HUSSEY, William (1724-1813), of Upper Eldon, Hants and Salisbury, Wilts.

Published in The History of Parliament: the House of Commons 1790-1820, ed. R. Thorne, 1986
Available from Boydell and Brewer

Constituency

Dates

11 June 1765 - 1768
1768 - 1774
1774 - 26 Jan. 1813

Family and Education

bap. 1 Jan. 1725, s. of John Hussey, mayor of Salisbury 1737, by 2nd w. Margery, wid. of Richard Rumsey of Salisbury. m. (1) 9 Oct. 1752, Mary (d. 21 May 1754), da. of John Eyre of Landford Lodge, Wilts., 1da.; (2) 5 Apr. 1758, Jane, da. of Robert Marsh, London merchant and gov. Bank of England, 1s. 1da. suc. fa. 1739.

Offices Held

Common councilman, Salisbury 1755, alderman 1756, mayor 1759.

Biography

Hussey sat for nearly 48 years in the House of Commons and at his death had the second longest record of continuous service of any Member in the House.

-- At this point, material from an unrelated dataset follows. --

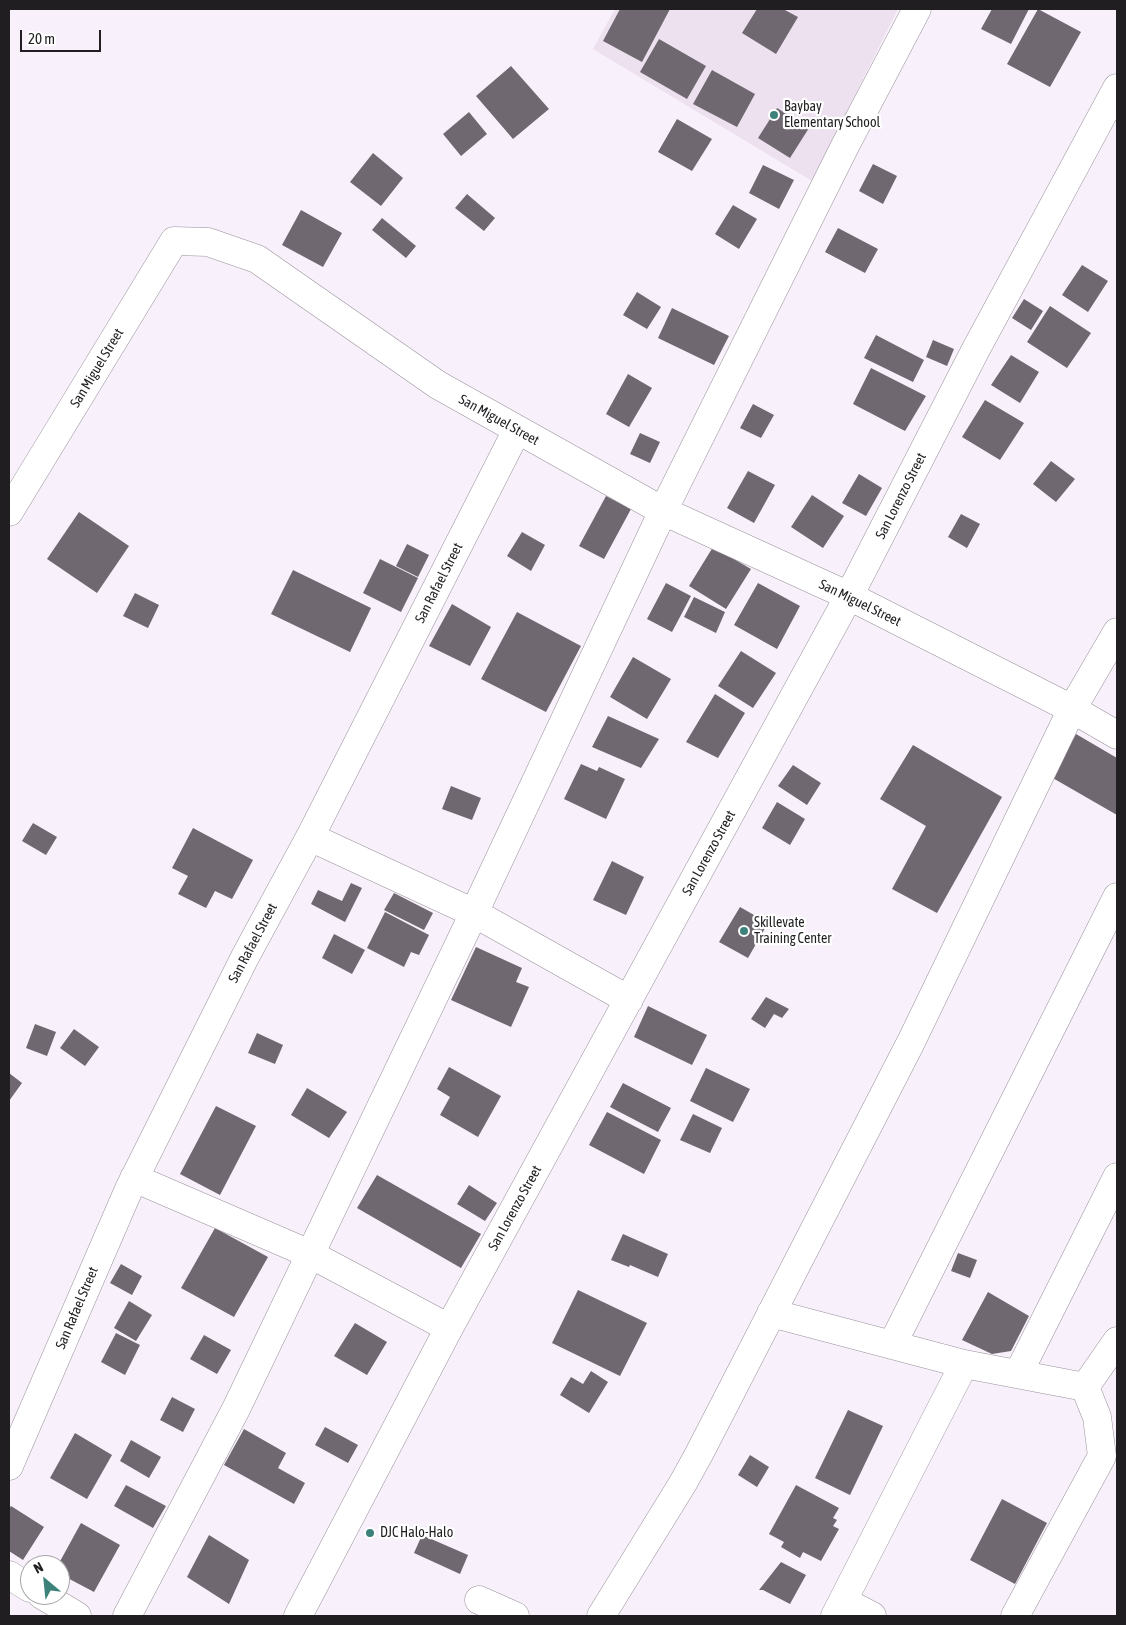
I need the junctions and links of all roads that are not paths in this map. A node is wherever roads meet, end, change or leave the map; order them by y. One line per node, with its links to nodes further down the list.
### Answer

Throughout this period he never gave whole-hearted approbation to any ministry and to most of them he was in declared opposition. It was therefore understandable that the Whigs wished to claim him for themselves and he did not altogether discourage them. He joined the Duke of Portland’s Whig meeting at Burlington House, 11 May 1790; was listed favourable to repeal of the Test Act in Scotland in April 1791; and if he was not listed a Portland Whig in December 1792, his support of Fox’s amendment to the address that month and subsequent support for Foxite motions against war with France might be reason enough. He was on Windham’s provisional list for a ‘third party’ in February 1793, but had no truck with it. He called Fox ‘his right honourable friend’, 8 Apr. 1794, while disagreeing with him on that occasion. On 28 May 1795 he drew attention to their agreement of opinion. He was frequently an opposition teller throughout that decade, though mostly on his own motions. He was listed ‘con’ by George Rose* for the Treasury in 1795. He was earmarked for the Board of Trade if the Whigs came into office in 1798.1 Yet he never joined the Whig Club, was not an enthusiast for parliamentary reform, subscribed £2,000 to the loyalty loan and, as Fox was well aware, disapproved of the Whig secession in 1797.2 So if he earned respect in the House it was as an independent country gentleman, upright, able and industrious.

Between 1790 and 1801 Hussey was an active and forthright critic of Pitt’s administration. His main topic, as always, was finance: he was a stickler for economy, the touchstone by which he judged all ministerial measures. He was top of the ballot (with 315 votes) for the select committee on public expenditure, 4 Apr. 1791,3 and was named to the committee to review the Prince of Wales’s expenditure on Carlton House, 3 June. He was past the age when most Members were excused committees when he was balloted for that on the Bank, 1 Mar. 1797, but he admitted, 27 Mar., that his proposals in it were not heeded. As a speaker he had ‘a disagreeable hesitation in his mode of delivery’, and while his zeal was undoubted, his suggestions usually fell on deaf ears: ‘All we have to lament is, that it should prove such an endless source of uneasiness to himself, and occasion such frequent appeals to the patience of those who are obliged to hear him’.4 He had hobbyhorses other than the public credit. Measures that discouraged ‘the honest industry of the country’, such as the malt duties, 21 Dec. 1790, and the public lottery, 19 May 1791,27 Apr. 1792, were his bugbear. He was an avowed critic of the East India Company: opposing the renewal of its charter, 25 Mar. 1791, he ‘did not blush to own that he was a proprietor and stockholder, and that he argued for his interests’. He was an opponent of the Quebec bill, as it would promote disunity in Canada, 21 Apr., 11 May 1791. He opposed the New Forest bill, 14 May 1792: ‘to provide timber for the navy was a good thing: but to provide food for the people was a better’. He was nevertheless a champion of the navy: ‘a few good ships had ten times the force for us of any land operation’, 3 Feb. 1794. On 21 Jan. 1795 he advocated the addition of 20,000 seamen to the navy; on 16 Nov. 1797 he tried to prevent a reduction of 10,000 men.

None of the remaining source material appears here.